On 19 Nov, 2012, at 23:56 , Richard Miles <> wrote:
> On Mon, Nov 19, 2012 at 2:09 PM, magnum <> wrote:
> On 19 Nov, 2012, at 16:39 , Richard Miles <>
>> wrote:
>>> B.1) Once a new password is cracked with Markov should not be useful to
>> get this information to update the stats file and recalculate the
>> probabilistic? It may be wrong, but I guess that for example with a good
>> amount of passwords cracked with Markov if we used this data to modify the
>> stats "on the fly" it could give better results, not?
>> You will never have a perfect stats file. Given that, your suggestion will
>> amplify the errors instead of making things better: Let's say your stats
>> file have too much weight for the letter 's' so you crack a lot of password
>> containing 's'. While this is a good thing, the downside is you missed (for
>> the sake of example) nearly all passwords containing a 'q'. Now, if you use
>> these results to modify your stats file, you get even more weight to 's'
>> and even less weight to 'q'.
> Humm.. this makes sense. This idea of weight for chars looks similar to me
> to word frequency. Isn't it the principle for incremental mode?

My description of the "scenario" was a lot simplified (and in fact generic - it applies to any way of producing candidates unless you exhaust the keyspace). I just randomly chose the word "weight" while in fact it might be that tri-graph voodoo magic or whatever.

>> This is why the RockYou list is so much better than any list of cracked
>> passwords. Because the passwords were stored in the clear, the RockYou list
>> is a complete list of passwords from a large user base, not just the ones
>> that were cracked using some sort of method that will (always) have more or
>> less of errors like the (extreme) example I gave above.
> Cool, this makes a lot of sense. But on the other hand since there was no
> password policy enforcement this may not be good for such situations. At
> least it's what I learned until the moment :)

One way to attack that is running the RockYou list through a policy filter (be it John's external filter, a perlscript or just good ol' grep) and produce a subset that only contains passwords that pass your policy. Then create a stats file (or a charset file for incremental mode) from that. While this is not as good as if RockYou would have that policy in place, I bet it will be excellent.
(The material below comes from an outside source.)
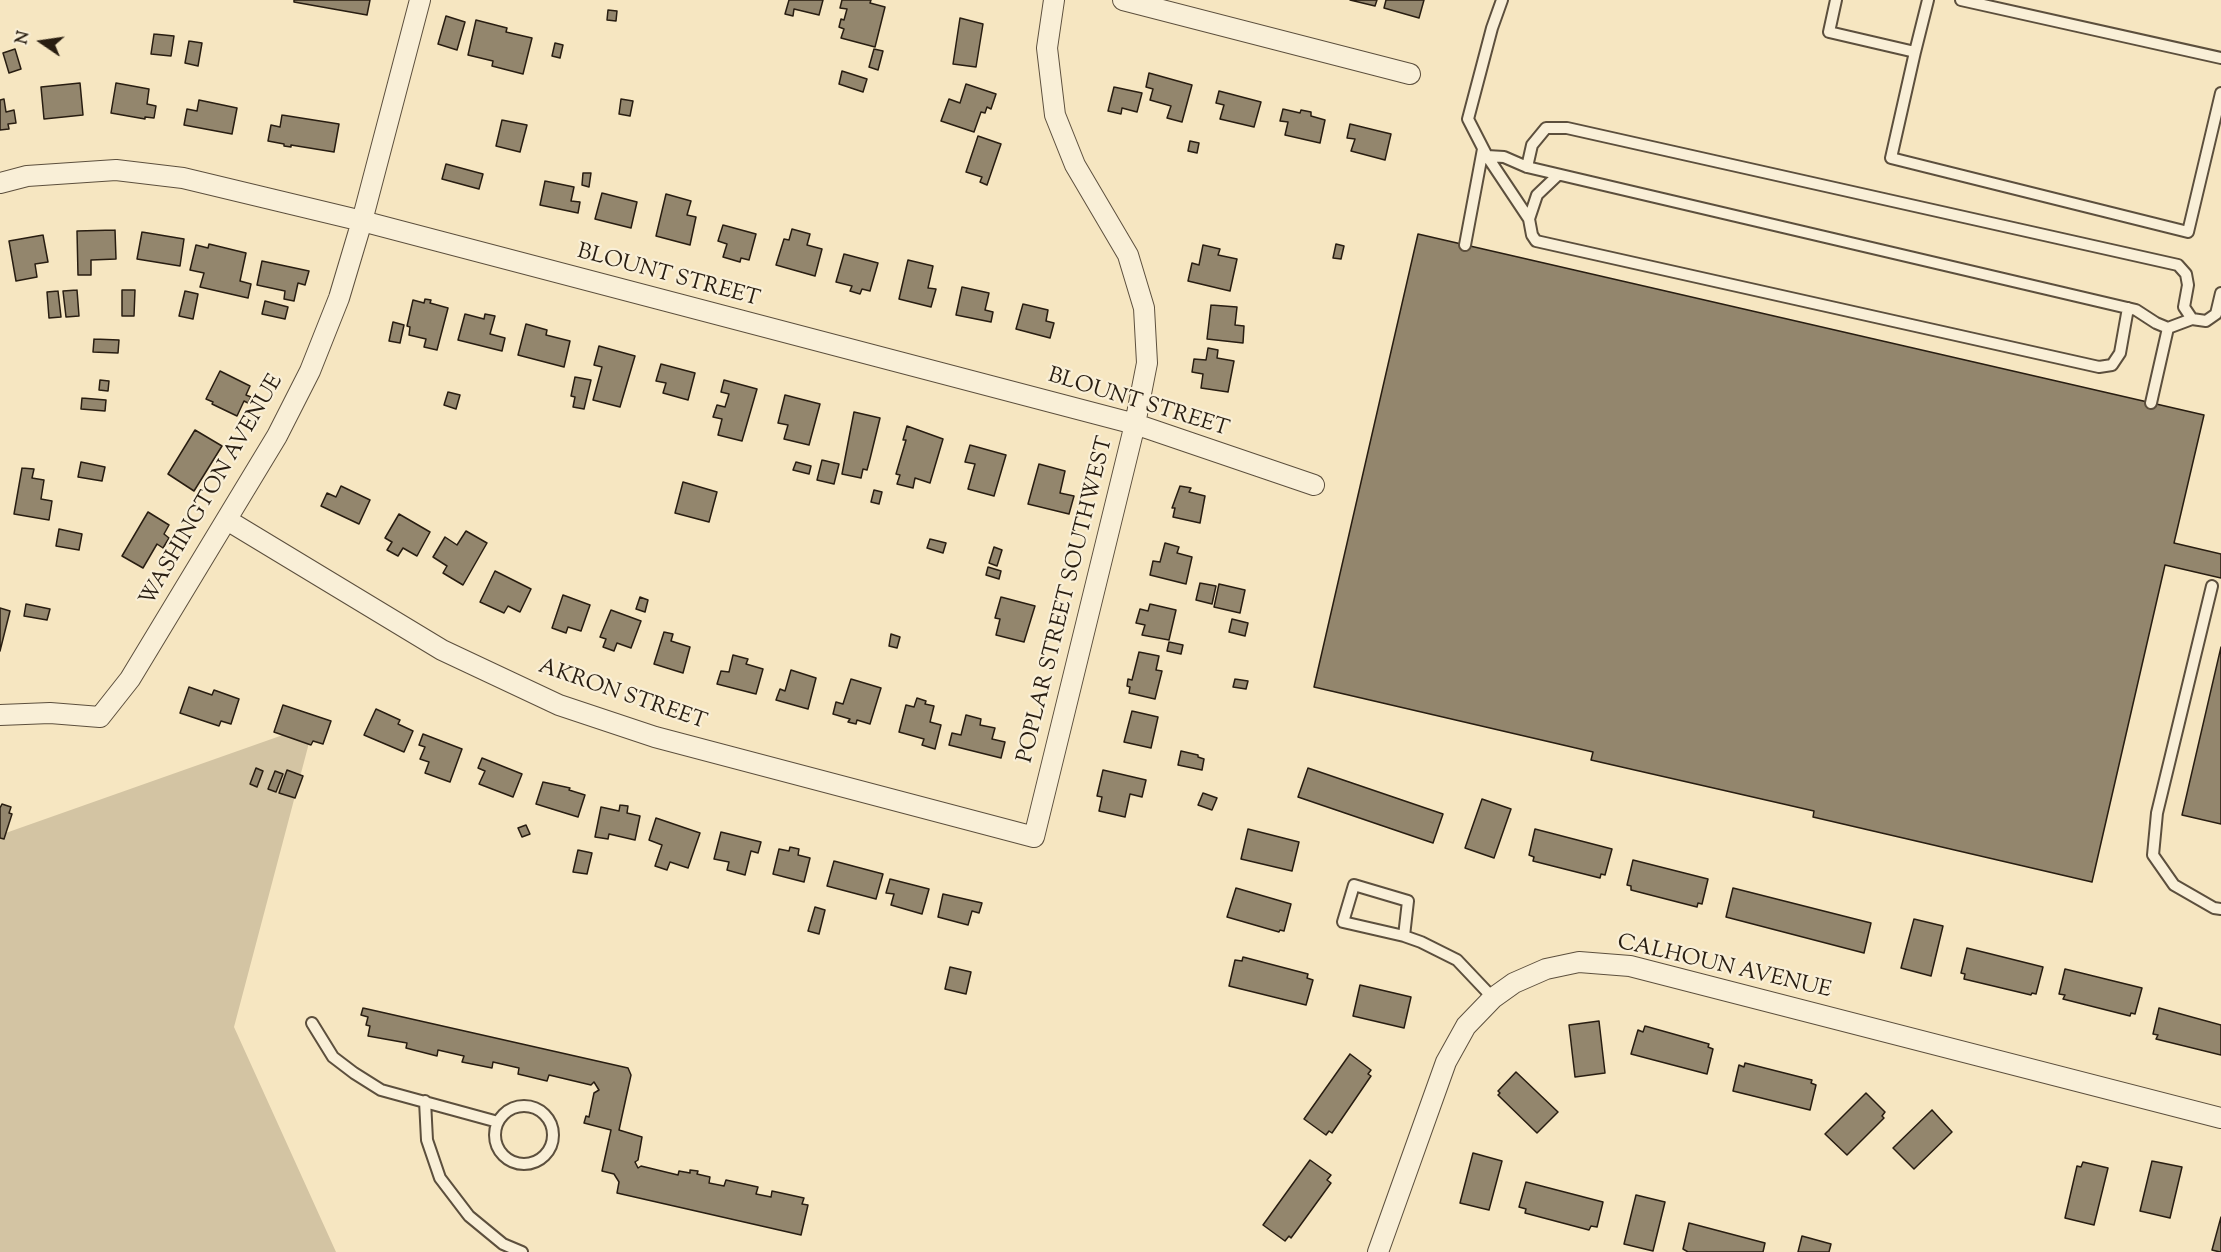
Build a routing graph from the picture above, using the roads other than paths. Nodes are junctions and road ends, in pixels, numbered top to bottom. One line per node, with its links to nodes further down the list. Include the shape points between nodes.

>>> D.1) This one is for Magnum again since he always improve jTr with
>> amazing small features that make our files easier. Today calculate the time
>> that Markov will run based on time is a bit of pain as described here
>>> Do you think that you could add a new command-line option to automate
>> it? For example, maybe we could do something like
>> --markov=autoadjust-10800:0:0:13 whre jTr would calculate itself the best
>> possibility of markov level based on the current password cracking speed of
>> the target hash and autoadjust it to run during 3 hours (10800). What do
>> you think?
>> That would be nice, but I currently don't have time and inspiration to do
>> anything like that. Doing it inside JtR itself might be a lot more tricky
>> than it might seem. It's probably a lot easier to make a trivial script
>> that accomplishes what you want.
> Sorry, I was not aware it was tricky. I will try to do an script or
> something like that.

I'm not sure it's that tricky, I just guess it is. And I do like the idea. You could always add it to the wiki wish-list. Someday, someone might get the idea to implement it.